• [WORK INSTRUCTION]
If a line in the entries below contains "Privada", copy it.

——————————

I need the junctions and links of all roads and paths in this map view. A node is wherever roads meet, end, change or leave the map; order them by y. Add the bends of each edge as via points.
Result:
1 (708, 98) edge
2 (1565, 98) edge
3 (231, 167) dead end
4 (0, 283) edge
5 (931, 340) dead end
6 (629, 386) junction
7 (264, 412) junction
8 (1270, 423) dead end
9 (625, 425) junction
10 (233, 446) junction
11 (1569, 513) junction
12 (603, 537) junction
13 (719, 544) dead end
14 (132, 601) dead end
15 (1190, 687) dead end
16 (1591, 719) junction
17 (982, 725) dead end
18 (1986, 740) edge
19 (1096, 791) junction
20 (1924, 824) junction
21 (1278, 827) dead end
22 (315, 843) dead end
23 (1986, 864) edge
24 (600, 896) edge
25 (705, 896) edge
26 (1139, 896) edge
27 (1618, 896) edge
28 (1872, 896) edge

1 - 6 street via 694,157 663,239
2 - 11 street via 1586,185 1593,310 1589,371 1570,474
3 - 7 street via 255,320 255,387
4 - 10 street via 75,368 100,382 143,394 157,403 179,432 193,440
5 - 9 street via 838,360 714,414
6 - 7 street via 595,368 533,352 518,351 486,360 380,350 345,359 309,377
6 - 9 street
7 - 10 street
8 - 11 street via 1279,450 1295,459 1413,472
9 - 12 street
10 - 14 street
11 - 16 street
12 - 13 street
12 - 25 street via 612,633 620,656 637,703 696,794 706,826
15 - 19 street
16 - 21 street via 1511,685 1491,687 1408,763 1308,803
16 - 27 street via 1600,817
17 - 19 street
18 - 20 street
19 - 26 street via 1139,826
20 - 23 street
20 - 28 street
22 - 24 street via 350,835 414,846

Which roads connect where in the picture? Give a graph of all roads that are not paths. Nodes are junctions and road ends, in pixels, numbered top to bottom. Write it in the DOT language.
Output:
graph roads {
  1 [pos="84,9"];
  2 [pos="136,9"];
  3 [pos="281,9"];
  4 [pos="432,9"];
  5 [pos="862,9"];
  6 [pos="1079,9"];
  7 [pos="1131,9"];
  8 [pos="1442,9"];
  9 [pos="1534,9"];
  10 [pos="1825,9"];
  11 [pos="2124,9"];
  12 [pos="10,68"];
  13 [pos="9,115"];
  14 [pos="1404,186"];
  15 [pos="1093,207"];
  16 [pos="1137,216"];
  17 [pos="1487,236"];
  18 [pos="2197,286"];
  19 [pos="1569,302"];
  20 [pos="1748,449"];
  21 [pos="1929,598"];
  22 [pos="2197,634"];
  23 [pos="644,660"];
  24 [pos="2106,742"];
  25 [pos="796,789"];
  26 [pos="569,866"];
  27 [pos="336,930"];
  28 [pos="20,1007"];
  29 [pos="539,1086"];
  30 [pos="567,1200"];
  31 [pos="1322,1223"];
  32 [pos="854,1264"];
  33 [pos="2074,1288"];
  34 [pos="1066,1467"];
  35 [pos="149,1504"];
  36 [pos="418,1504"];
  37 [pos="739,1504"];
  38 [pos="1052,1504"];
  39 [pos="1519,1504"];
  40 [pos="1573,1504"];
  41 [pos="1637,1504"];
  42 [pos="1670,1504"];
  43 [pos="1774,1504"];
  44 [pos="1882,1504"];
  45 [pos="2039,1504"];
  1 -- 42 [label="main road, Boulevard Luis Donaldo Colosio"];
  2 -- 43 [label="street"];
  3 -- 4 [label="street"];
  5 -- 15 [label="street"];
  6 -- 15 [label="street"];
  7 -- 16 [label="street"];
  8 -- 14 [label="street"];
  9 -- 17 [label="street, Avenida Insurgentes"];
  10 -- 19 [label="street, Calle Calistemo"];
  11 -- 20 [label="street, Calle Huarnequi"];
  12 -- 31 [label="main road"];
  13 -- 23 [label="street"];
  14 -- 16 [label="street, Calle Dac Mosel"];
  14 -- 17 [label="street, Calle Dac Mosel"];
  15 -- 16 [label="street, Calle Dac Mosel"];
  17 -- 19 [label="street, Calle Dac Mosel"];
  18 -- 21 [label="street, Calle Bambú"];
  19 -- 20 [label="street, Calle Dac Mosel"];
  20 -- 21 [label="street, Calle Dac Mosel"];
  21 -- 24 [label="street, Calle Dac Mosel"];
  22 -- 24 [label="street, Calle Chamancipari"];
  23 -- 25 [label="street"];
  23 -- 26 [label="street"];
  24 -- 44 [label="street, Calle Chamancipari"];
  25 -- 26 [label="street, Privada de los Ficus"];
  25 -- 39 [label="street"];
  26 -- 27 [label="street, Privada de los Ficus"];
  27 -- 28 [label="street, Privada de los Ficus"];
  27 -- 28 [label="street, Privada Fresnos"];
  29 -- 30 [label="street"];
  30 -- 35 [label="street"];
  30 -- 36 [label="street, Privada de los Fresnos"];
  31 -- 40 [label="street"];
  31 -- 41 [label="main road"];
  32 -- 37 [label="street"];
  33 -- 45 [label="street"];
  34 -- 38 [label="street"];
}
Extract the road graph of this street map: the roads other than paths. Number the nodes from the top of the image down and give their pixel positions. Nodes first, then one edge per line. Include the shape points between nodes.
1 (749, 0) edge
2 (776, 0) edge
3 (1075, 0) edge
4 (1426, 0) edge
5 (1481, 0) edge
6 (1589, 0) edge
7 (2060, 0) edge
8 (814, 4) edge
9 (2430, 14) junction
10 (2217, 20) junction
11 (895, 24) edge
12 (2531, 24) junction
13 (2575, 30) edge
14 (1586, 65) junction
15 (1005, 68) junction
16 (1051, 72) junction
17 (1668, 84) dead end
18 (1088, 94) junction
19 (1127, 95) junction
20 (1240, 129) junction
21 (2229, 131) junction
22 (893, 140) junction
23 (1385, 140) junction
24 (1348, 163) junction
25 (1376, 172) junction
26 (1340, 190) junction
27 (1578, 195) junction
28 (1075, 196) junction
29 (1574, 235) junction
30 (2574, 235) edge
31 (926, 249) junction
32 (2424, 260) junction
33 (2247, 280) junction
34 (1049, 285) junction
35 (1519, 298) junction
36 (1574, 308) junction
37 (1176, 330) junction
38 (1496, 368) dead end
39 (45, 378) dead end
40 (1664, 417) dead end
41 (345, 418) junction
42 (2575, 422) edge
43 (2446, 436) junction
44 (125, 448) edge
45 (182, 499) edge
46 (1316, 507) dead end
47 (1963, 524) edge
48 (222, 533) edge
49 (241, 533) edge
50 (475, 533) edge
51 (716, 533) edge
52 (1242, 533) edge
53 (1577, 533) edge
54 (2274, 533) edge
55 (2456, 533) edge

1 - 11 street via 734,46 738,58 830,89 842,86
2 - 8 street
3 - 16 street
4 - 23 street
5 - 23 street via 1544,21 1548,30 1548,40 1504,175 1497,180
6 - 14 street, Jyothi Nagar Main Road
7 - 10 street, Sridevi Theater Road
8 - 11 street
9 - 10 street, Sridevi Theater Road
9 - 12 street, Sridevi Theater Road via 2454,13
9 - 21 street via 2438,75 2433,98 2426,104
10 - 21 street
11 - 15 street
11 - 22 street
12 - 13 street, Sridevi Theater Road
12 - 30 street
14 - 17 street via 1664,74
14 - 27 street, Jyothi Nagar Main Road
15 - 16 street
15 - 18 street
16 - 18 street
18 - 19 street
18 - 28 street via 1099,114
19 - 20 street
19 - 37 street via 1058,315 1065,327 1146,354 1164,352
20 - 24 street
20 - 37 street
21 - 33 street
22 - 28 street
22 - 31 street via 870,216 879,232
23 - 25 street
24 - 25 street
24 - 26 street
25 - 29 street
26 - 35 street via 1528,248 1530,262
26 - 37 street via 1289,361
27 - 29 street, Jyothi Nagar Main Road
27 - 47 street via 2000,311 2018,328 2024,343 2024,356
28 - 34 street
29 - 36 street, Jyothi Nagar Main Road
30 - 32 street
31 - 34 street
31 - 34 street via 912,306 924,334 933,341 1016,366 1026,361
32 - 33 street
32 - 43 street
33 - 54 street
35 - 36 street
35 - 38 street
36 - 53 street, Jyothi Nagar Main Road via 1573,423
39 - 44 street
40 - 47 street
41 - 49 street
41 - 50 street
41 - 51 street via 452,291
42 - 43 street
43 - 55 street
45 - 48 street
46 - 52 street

——————————

• [ANSWER TO THIS EXERCISE]
  25 -- 26 [label="street, Privada de los Ficus"];
  26 -- 27 [label="street, Privada de los Ficus"];
  27 -- 28 [label="street, Privada de los Ficus"];
  27 -- 28 [label="street, Privada Fresnos"];
  30 -- 36 [label="street, Privada de los Fresnos"];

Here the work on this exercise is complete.